As the largest business-focused platform, LinkedIn attracts key decision makers. More C-level executives are on LinkedIn than any other social media platform. Users may not be as “active” on LinkedIn as compared to the other big social media sites. So you may get fewer eyeballs, but make more meaningful connections. LinkedIn could be a great place to schedule regular posts, but you should probably look elsewhere when looking for active participation in a product launch or contest.
“Google+ has a fairly substantial tech community made up of early adopters and other tech enthusiasts, which makes for a great environment for targeting users who are eager to support new products and ideas,” says Kreikemeier. “However, it can be a slow process to build a community on Google+ so it wouldn’t hurt to mirror your Google+ strategy over to Facebook as well, since they are so similar.”
3. Always Be On
Instant gratification is why people love social media. Your customers expect a quick response. Make sure you give it to them.
“People are going to talk about your product whether you are there or not, so you might as well be there listening, engaging, learning and refining,” Kreikemeier says. “Social media allows you to put a ‘face’ to a company or product, humanizing your brand and building a reputation you control. You are then free to communicate with your customer base in a more natural way.”

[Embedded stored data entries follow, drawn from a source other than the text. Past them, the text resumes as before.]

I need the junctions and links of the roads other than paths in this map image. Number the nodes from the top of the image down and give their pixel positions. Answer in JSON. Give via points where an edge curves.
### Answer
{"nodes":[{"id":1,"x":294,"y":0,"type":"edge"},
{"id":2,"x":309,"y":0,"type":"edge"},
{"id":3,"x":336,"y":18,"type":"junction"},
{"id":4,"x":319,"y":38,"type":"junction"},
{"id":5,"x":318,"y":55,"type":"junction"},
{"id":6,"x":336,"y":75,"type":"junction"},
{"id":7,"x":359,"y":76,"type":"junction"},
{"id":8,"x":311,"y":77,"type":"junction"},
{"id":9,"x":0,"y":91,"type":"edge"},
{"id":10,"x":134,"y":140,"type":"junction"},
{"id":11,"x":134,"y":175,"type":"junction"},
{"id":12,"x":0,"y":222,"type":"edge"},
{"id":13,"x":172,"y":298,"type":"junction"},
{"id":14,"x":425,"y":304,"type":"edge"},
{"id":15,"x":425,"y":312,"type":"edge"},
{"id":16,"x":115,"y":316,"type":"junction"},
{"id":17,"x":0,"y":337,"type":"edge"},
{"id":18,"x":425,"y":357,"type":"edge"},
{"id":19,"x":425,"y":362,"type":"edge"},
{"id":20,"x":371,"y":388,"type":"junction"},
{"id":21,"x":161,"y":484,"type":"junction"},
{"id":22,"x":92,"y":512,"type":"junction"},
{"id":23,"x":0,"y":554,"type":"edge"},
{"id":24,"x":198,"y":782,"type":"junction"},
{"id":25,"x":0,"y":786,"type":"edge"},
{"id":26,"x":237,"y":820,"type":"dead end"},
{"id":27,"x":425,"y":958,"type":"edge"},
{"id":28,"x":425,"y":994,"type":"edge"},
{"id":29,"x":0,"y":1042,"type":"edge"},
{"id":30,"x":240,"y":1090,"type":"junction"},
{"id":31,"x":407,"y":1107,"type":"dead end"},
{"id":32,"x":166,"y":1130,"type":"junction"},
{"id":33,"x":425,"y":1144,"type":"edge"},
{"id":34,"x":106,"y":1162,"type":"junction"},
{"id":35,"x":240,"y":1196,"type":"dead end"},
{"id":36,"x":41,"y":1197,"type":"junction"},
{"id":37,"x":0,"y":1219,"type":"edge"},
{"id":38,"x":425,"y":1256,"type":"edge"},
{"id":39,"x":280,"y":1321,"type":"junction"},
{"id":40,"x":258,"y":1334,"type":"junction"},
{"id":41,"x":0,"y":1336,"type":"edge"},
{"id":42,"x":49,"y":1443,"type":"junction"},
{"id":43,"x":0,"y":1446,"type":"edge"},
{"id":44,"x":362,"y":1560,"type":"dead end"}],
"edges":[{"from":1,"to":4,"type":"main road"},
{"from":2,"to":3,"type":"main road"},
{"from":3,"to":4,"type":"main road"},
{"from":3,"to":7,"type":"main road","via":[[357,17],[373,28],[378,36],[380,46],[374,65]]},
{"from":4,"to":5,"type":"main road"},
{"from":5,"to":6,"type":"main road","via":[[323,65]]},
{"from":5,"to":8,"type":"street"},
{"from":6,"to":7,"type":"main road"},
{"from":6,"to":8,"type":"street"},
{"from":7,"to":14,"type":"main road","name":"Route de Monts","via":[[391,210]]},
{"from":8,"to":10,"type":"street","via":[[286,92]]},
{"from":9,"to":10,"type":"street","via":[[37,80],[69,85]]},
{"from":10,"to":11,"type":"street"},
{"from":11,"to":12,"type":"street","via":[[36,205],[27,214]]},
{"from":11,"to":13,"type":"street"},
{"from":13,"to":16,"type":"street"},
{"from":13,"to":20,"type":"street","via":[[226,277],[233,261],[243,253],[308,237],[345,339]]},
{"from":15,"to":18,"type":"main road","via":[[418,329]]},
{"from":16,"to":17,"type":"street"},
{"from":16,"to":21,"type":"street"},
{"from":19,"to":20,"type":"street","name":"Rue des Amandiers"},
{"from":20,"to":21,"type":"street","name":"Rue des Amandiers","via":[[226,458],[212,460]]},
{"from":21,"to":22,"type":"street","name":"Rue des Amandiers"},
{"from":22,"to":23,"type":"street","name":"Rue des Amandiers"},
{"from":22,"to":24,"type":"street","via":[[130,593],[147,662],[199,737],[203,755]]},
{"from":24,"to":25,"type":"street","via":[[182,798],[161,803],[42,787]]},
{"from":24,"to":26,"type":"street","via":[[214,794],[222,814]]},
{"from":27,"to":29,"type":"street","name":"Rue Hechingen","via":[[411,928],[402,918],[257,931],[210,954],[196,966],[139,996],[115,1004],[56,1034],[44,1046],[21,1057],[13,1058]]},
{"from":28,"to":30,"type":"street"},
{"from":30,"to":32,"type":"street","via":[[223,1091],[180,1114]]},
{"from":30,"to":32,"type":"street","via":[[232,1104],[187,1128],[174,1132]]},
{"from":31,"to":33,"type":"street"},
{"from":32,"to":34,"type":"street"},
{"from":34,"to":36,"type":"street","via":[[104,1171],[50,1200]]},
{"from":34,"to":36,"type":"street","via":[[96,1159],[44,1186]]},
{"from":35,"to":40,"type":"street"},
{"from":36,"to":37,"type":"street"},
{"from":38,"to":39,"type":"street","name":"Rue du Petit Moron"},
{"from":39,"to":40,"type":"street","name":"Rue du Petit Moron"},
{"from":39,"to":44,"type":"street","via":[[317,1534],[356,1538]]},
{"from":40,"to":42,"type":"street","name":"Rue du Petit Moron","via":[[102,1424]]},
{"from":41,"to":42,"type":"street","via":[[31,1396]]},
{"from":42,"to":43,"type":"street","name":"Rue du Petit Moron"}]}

Staying on top of your social media accounts can be intimidating and time-consuming. Lucky for you, there are a variety of tools to help you. From scheduling posts to compiling metrics, there are plenty of useful tools to help you master your social media accounts – like HootSuite and TweetDeck – and many are free. So take advantage.
You can’t ignore the possibilities for social media success in e-commerce. “Social media drives traffic to our sites, resulting both in increased search engine presence and in direct lead and revenue generation,” says Dykstra. Be willing to put in the work to research your audience and the different social media tools. Then create a strategy and stick to it. Use the tools that benefit your company the most and stay active.